Reputation: 351
I'm switching from ASP.NET 4.5 to ASP.NET 5 and am using it to generate some RESTful web services. In 4.5 I was able to throw an exception inside of an action and have it get back to the caller. I want to do that in ASP.NET 5, but I have had no luck doing so yet. I want to avoid using a Try/Catch on every action to accomplish this.

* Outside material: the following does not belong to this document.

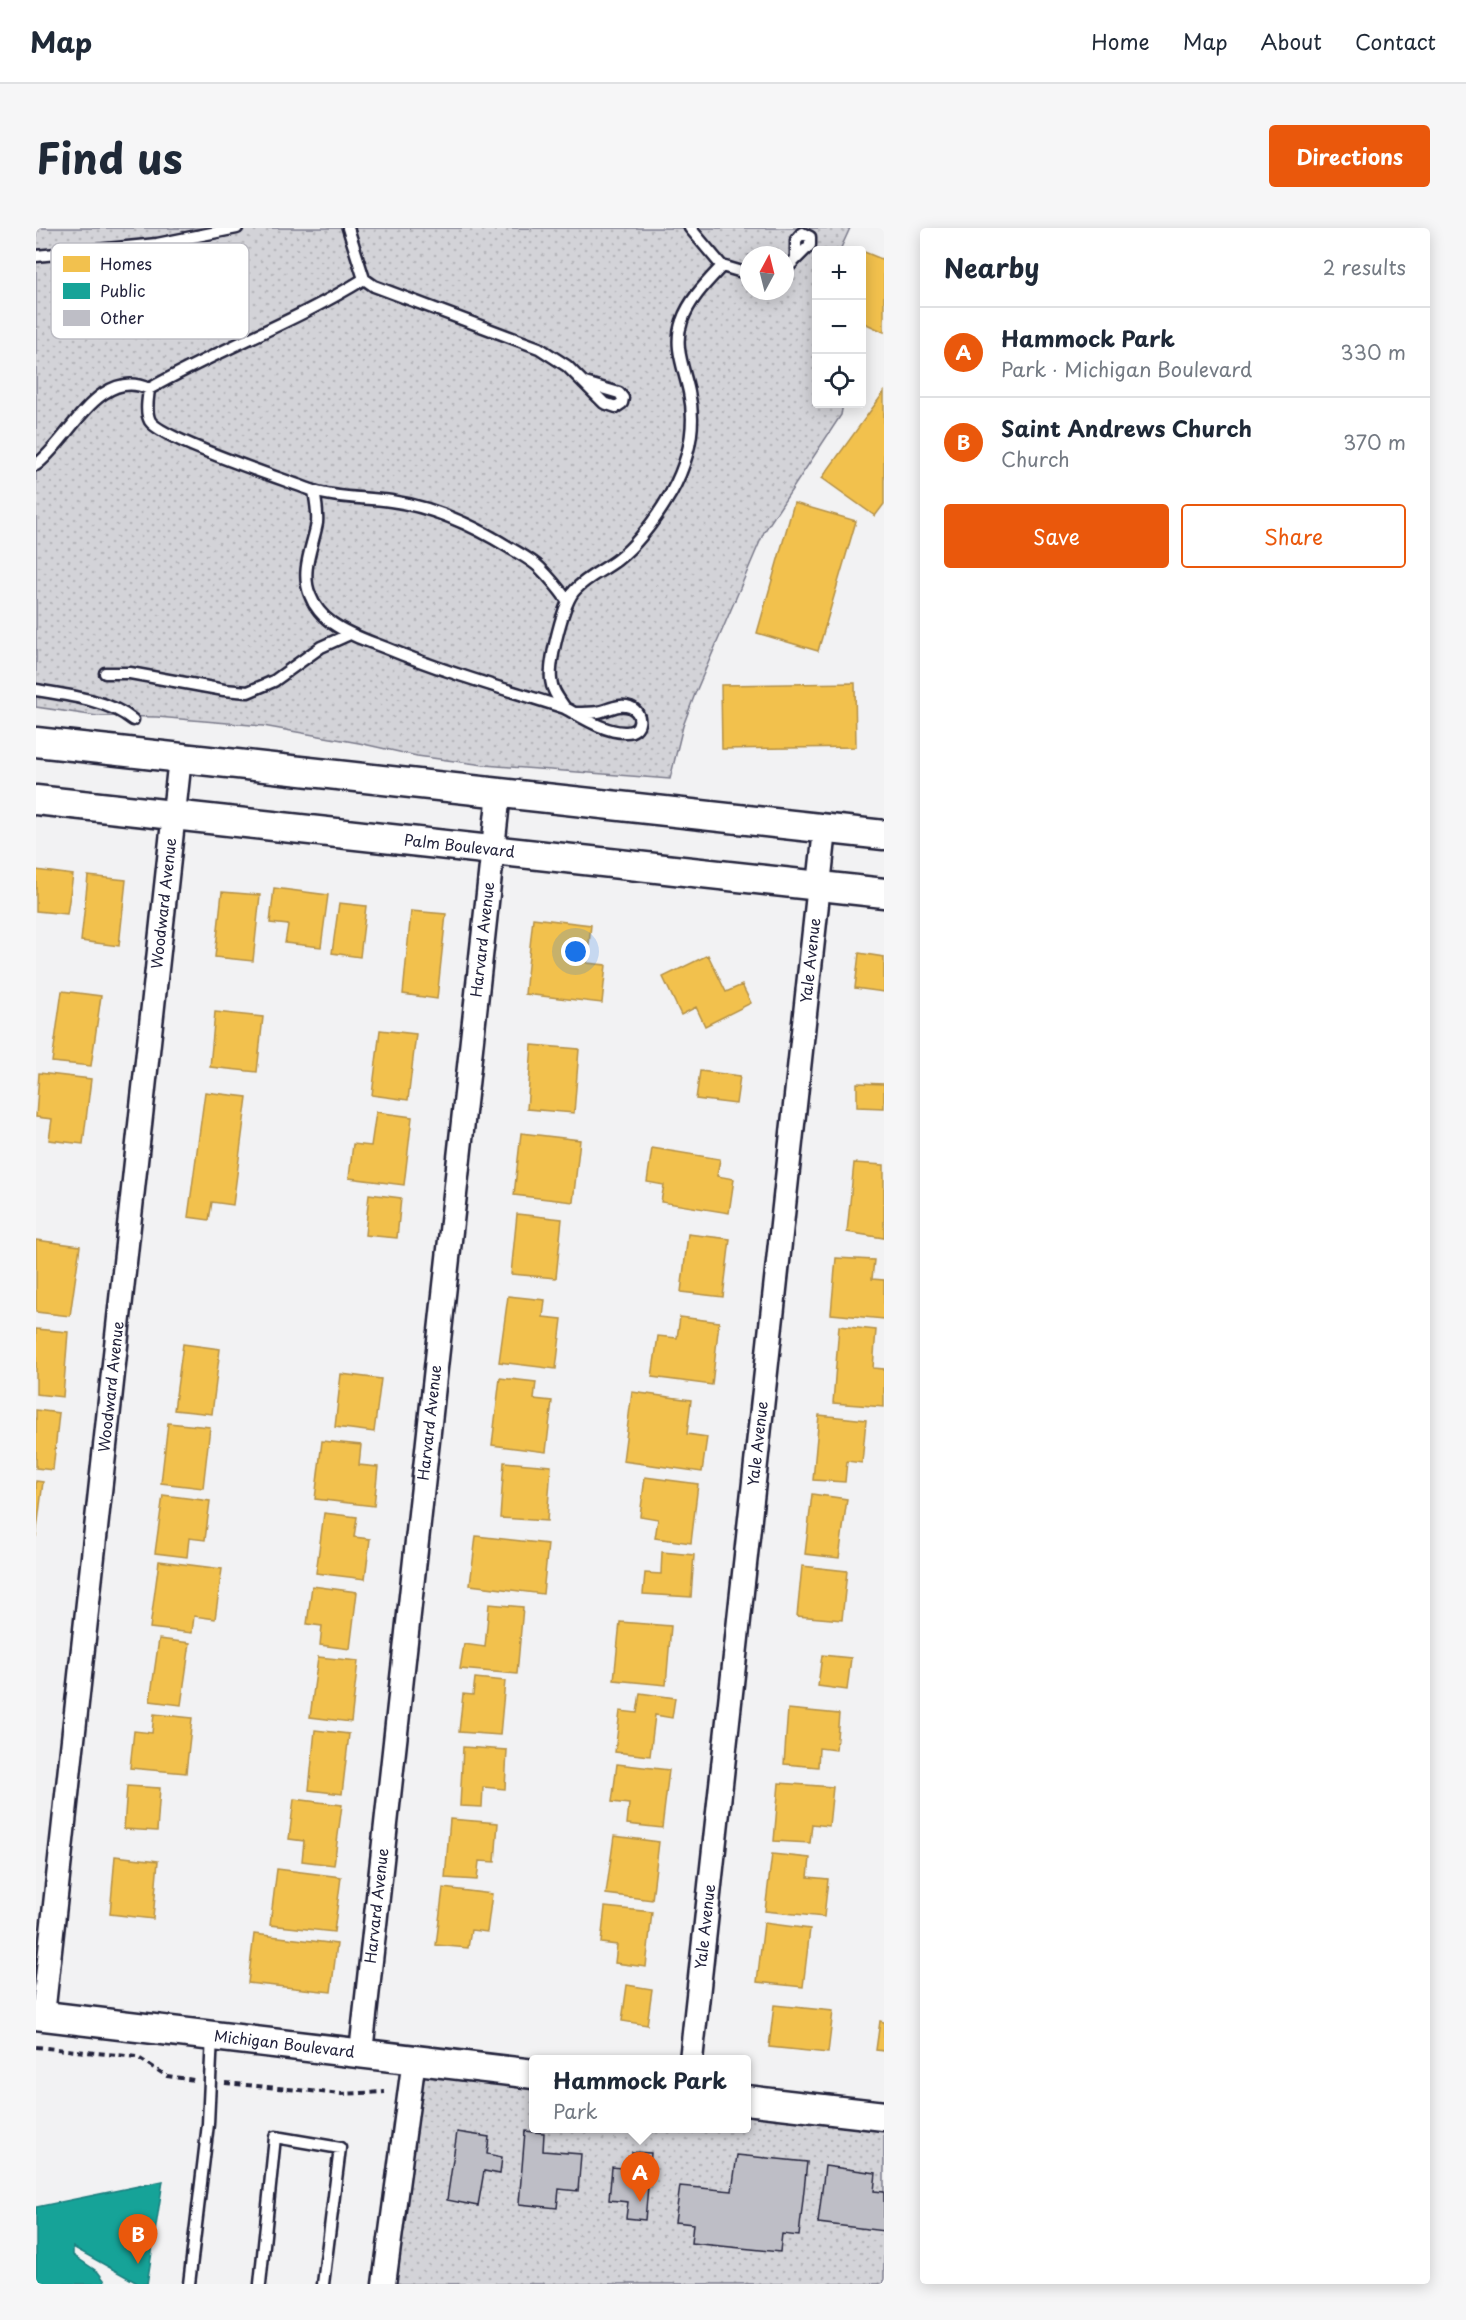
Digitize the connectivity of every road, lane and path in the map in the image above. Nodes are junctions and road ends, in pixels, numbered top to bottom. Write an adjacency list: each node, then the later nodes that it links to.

ASP.NET information from Visual Studio about window: ASP.NET and Web Tools 2015 (RC1 Update 1) 14.1.11120.0
Here is an example of the code I'm using to test this.
[Route("[controller]")]
public class SandController : Controller
{
/// <summary>
/// Test GET on the webservice.
/// </summary>
/// <returns>A success message with a timestamp.</returns>
[HttpGet]
public JsonResult Get()
{
object TwiddleDee = null;
string TwiddleDum = TwiddleDee.ToString();
return Json($"Webservice successfully called on {DateTime.Now}.");
}
}
I'm able to call this action and see my breakpoint hit, but on the calling end I receive a 500 error code and no body in the response.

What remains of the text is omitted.